The risks of cataract, ocular hypertension, and ocular infection were the major concern for using intravitreal injection of corticosteroids. Only one endophthalmitis (0.03%) was reported using DEX implant to treat DME among 2897 injections in 31 articles.7 Elevation of IOP requiring topical IOP-lower medication after DEX implant injections was reported in 14% to 41.5% of participants with DME in several large-scale studies.7 , 10–13 , 16 Merely 0.6% of the patients with medically uncontrolled ocular hypertension underwent incisional glaucoma drainage surgery in the MEAD trial.10 In our study, topical hypotensive agents were required in 26.6% of all eyes for ocular hypertension after DEX implant, comparable to the incidence reported previously. No additional procedures (laser or surgery) were needed to normalize IOP. No infectious endophthalmitis or other serious ocular complications were discovered.
Some of the limitations of our study included the single-center and retrospective nature of the study design, the short duration of follow-up, and the small patient cohort. Future prospective studies with a larger population and longer follow-up would be helpful to support the early use of DEX implant in the treatment of DME. To our knowledge, this was the first study concerning treatment response of DEX implant between treatment-naive and refractory Asian patients with DME.

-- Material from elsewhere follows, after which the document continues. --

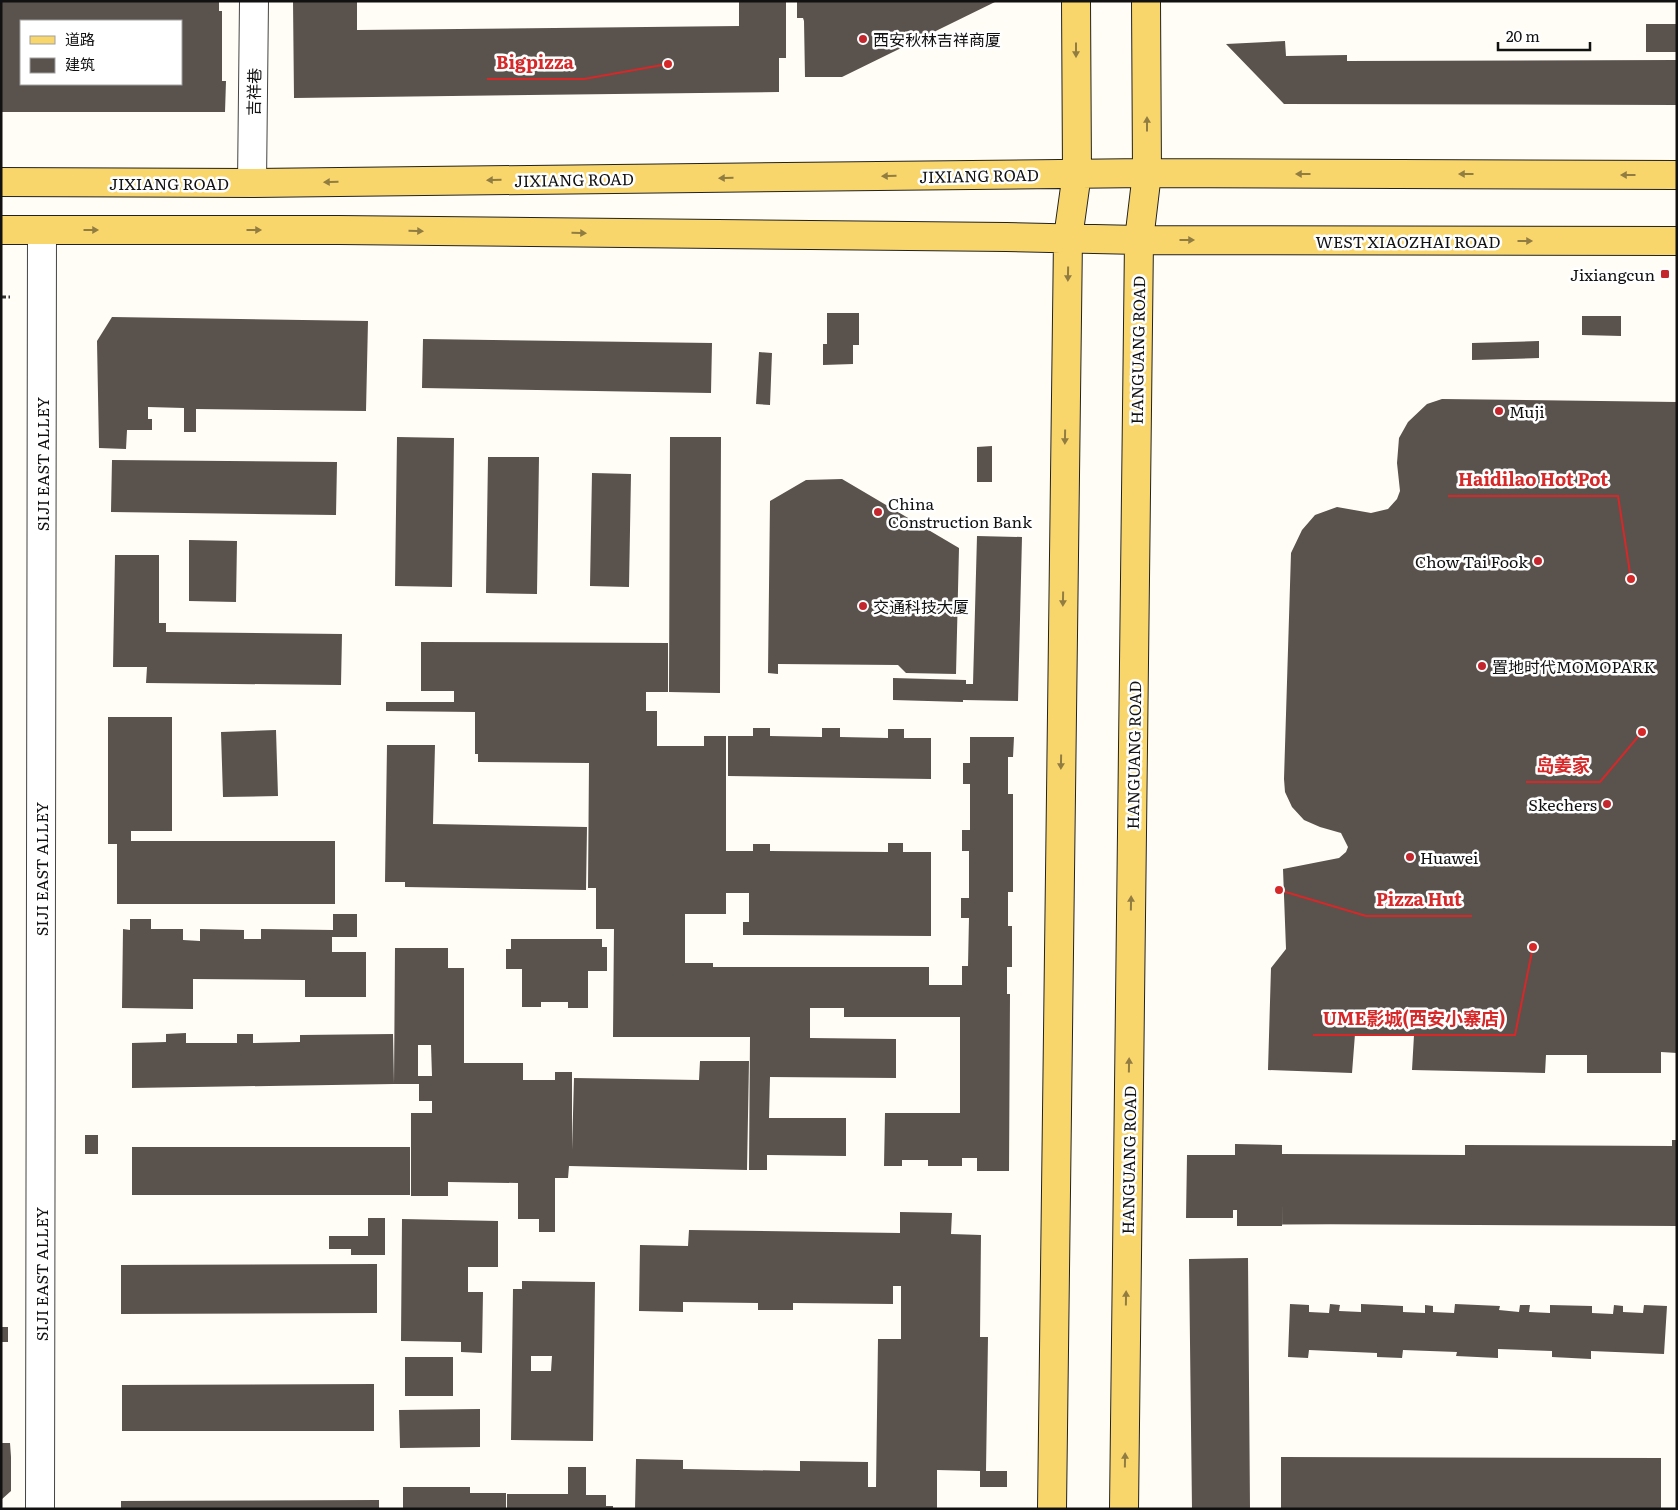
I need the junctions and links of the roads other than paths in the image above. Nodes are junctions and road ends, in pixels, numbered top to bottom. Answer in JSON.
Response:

In conclusion, our study showed that in pseudophakic eyes of Taiwanese patients with DME, intravitreal DEX implant could provide substantial visual and anatomic improvements in both treatment-naive and refractory patients during the 6-month period. In addition, the visual gain was greater in naive eyes than in refractory eyes. The findings may have implications for the treatment of DME in that early DEX implant could provide better visual benefit for pseudophakic patients.